La Roumanie interdit l’usage dans les textes de lois mais ne définit pas de sanction précise pour le punir (voir carte 1).

La détention de stupéfiants pour consommation personnelle

La détention pour usage personnel est un acte prohibé dans tous les pays de l’Union européenne.

Dix pays sanctionnent la détention au maximum par des sanctions administratives ou pénales privatives de liberté : Autriche, Chypre, Estonie, France, Hongrie, Lituanie, Norvège, Roumanie, Slovaquie, Suède (voir carte 1). Dans la majorité de ces pays l’acte relève de la justice pénale, excepté en Estonie et Lituanie où il est sanctionné par une rétention administrative (d’un maximum de 30 jours en Estonie notamment).
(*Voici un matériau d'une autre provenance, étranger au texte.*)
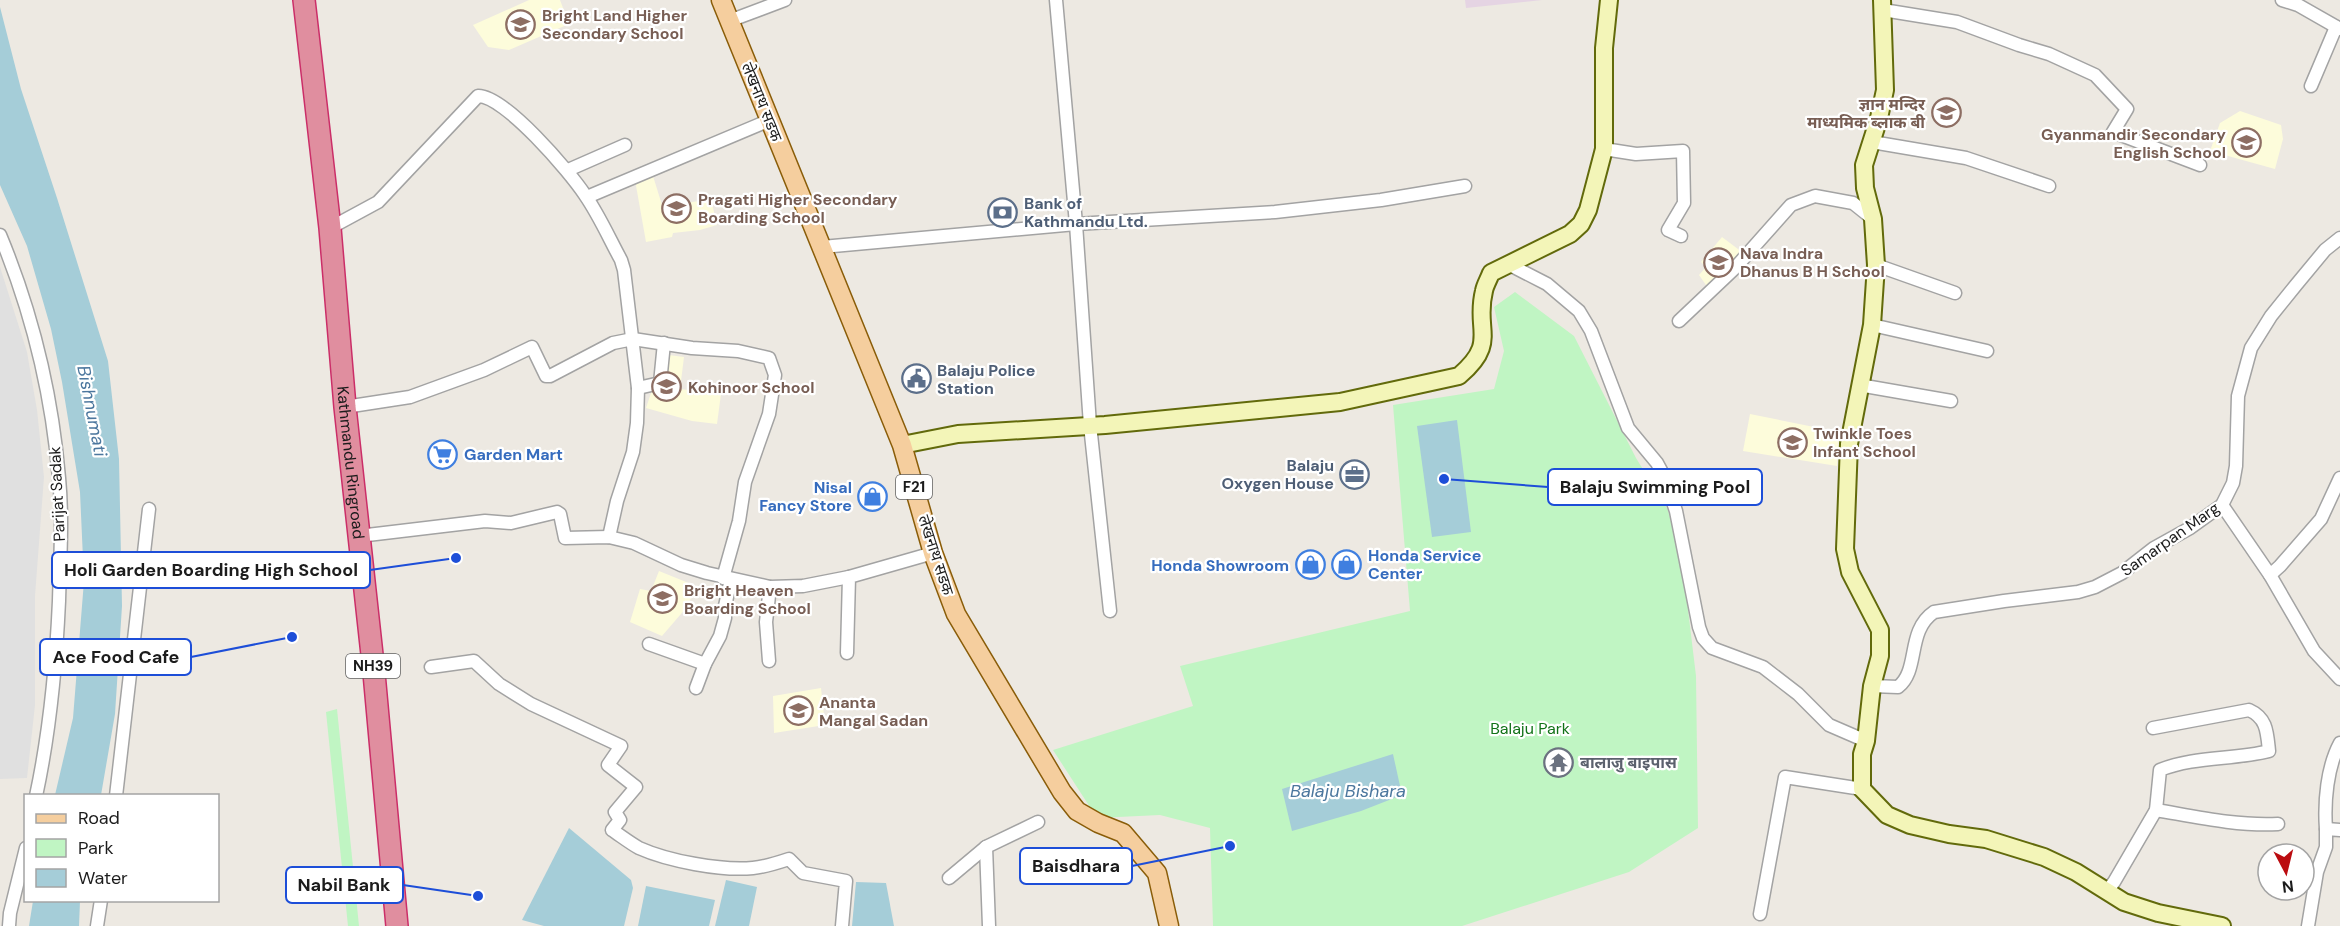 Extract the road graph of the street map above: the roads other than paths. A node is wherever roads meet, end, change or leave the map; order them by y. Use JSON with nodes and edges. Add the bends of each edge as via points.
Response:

En France, la loi ne différencie pas la détention pour usage personnel ou pour le trafic, même si cette distinction est bien souvent faite en pratique par les juges.

L’article 222-37 du Code pénal, interdit « le transport, la détention, l’offre, la cession, l’acquisition, ou l’emploi illicite de stupéfiants, punis de dix ans d’emprisonnement et de 7 500 000 euros d’amende ».

Les 19 pays restants opèrent dans leur législation une distinction entre les cas « mineurs » de détention, qui encourent des sanctions administratives ou pénales non privatives de liberté ; et les autres cas de détention : Allemagne, Belgique, Bulgarie, Croatie, Danemark, Espagne, Finlande, Grèce, Irlande6, Italie, Lettonie, Luxembourg, Malte, Pays-Bas, Pologne, Portugal, République Tchèque, Royaume-Uni, Slovénie (voir carte 1). Cette distinction peut conduire soit à une aggravation des peines soit à une requalification en infraction de trafic – dans les cas « plus graves » de détention. Elle peut également engager le passage de la justice administrative à la justice pénale.